(Collected data entries)
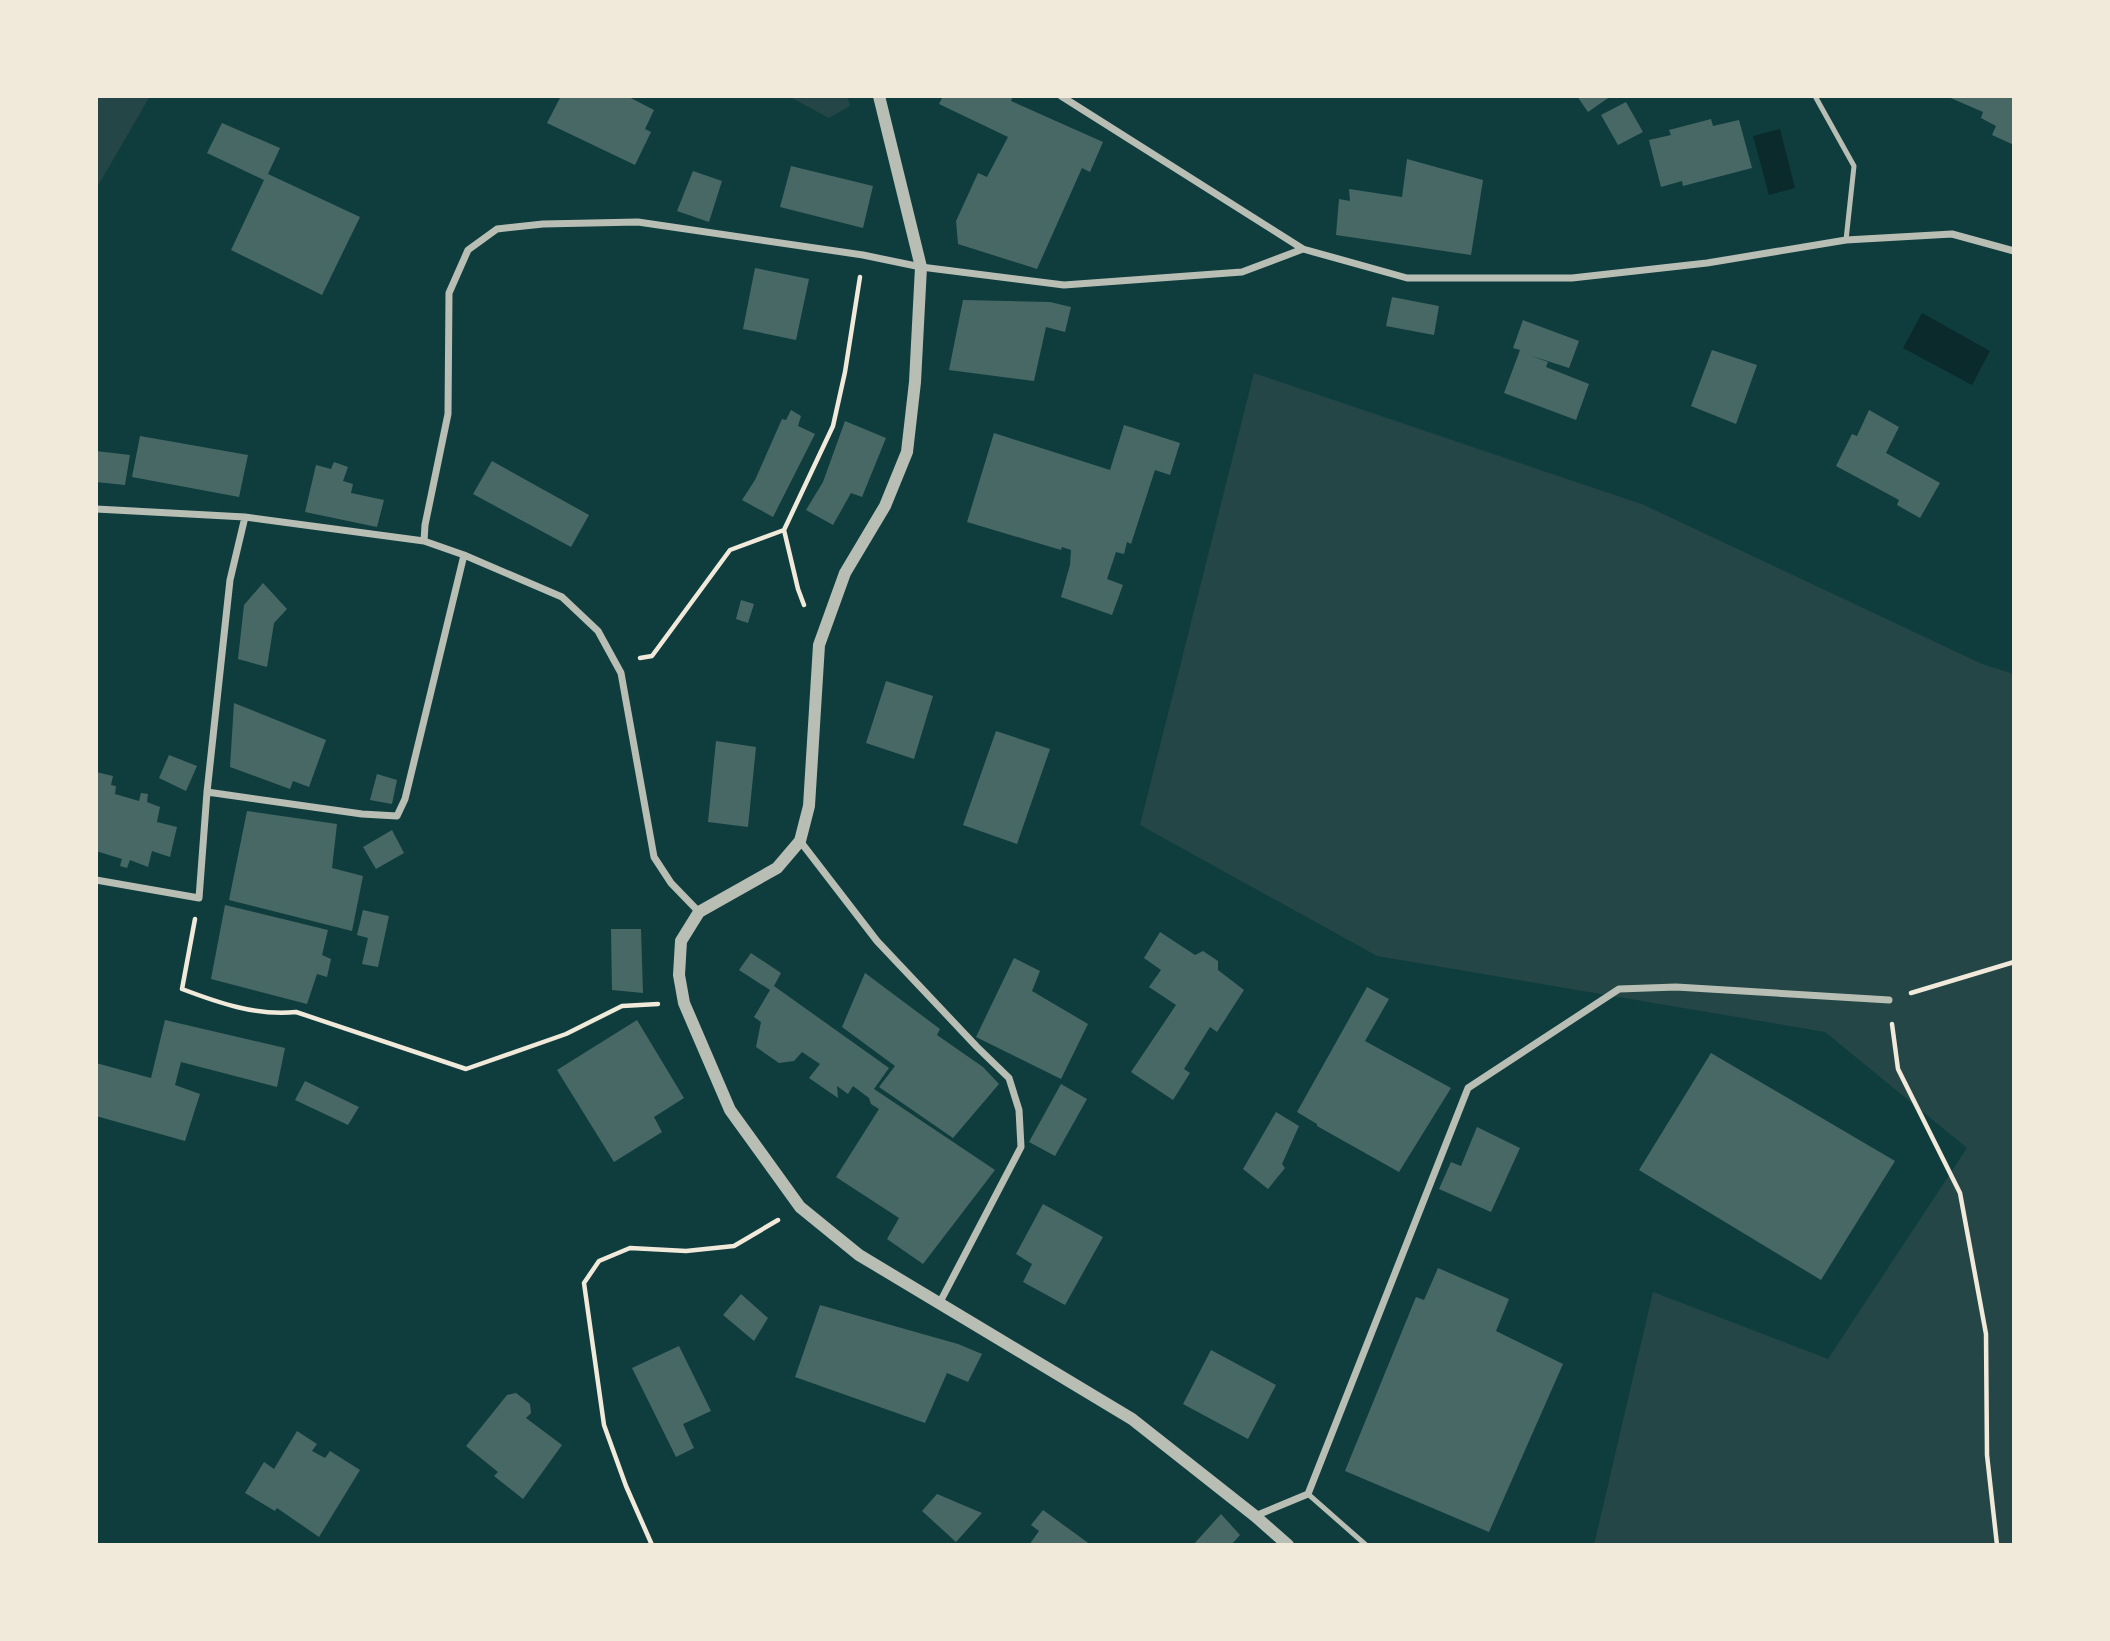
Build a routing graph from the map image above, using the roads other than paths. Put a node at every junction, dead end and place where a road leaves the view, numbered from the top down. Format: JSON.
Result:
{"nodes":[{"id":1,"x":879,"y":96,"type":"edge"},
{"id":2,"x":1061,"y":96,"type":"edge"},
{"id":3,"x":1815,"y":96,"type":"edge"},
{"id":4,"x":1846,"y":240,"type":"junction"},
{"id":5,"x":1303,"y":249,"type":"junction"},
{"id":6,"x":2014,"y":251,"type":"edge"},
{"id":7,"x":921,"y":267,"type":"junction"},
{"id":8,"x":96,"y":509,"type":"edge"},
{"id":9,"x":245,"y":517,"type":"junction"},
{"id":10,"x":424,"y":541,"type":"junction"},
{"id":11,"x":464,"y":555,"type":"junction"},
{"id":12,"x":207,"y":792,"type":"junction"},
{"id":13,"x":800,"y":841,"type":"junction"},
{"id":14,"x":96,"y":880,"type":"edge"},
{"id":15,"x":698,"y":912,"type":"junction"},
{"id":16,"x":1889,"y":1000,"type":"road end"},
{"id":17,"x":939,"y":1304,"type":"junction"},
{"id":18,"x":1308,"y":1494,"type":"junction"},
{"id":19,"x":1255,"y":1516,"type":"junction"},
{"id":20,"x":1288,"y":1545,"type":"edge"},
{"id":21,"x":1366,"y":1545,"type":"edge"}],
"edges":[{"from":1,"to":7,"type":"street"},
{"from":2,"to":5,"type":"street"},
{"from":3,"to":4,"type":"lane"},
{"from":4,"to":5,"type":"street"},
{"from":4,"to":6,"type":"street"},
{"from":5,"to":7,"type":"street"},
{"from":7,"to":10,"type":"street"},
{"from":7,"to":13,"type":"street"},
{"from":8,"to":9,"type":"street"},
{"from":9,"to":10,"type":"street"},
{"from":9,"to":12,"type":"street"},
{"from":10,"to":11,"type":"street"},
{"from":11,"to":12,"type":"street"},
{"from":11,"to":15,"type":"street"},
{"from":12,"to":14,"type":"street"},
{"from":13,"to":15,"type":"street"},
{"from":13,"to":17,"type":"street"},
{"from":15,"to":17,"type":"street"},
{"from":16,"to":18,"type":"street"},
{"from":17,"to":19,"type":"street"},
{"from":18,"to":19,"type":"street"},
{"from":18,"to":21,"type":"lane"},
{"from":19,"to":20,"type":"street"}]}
==
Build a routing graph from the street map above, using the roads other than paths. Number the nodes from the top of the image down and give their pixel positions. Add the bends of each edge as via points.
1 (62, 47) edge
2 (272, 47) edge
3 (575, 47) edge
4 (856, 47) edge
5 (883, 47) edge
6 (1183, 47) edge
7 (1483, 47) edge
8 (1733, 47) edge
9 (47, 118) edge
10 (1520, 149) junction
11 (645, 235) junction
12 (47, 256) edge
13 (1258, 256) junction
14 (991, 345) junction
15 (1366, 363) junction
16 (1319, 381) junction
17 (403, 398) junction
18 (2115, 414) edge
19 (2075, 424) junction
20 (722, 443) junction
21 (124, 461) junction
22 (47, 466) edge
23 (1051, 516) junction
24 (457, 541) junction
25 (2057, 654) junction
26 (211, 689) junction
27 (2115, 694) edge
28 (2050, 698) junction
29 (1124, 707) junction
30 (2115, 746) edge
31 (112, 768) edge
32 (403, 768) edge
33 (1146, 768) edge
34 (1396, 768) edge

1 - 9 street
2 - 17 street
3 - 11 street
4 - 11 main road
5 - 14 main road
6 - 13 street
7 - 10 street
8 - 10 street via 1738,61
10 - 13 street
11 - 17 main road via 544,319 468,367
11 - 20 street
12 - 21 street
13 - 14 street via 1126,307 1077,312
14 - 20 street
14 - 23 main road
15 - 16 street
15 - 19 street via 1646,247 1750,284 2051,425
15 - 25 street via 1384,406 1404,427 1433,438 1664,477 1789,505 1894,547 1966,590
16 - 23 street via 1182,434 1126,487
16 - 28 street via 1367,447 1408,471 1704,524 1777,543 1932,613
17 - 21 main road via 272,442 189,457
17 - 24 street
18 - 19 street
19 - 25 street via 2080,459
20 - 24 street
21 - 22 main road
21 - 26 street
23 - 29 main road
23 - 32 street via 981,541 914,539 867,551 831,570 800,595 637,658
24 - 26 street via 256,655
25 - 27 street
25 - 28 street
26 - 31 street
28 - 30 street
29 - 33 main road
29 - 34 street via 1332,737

▶ [Task description]
What is needed is each line from the records with the word "main" in it.

▶ [Response for this exercise]
4 - 11 main road
5 - 14 main road
11 - 17 main road via 544,319 468,367
14 - 23 main road
17 - 21 main road via 272,442 189,457
21 - 22 main road
23 - 29 main road
29 - 33 main road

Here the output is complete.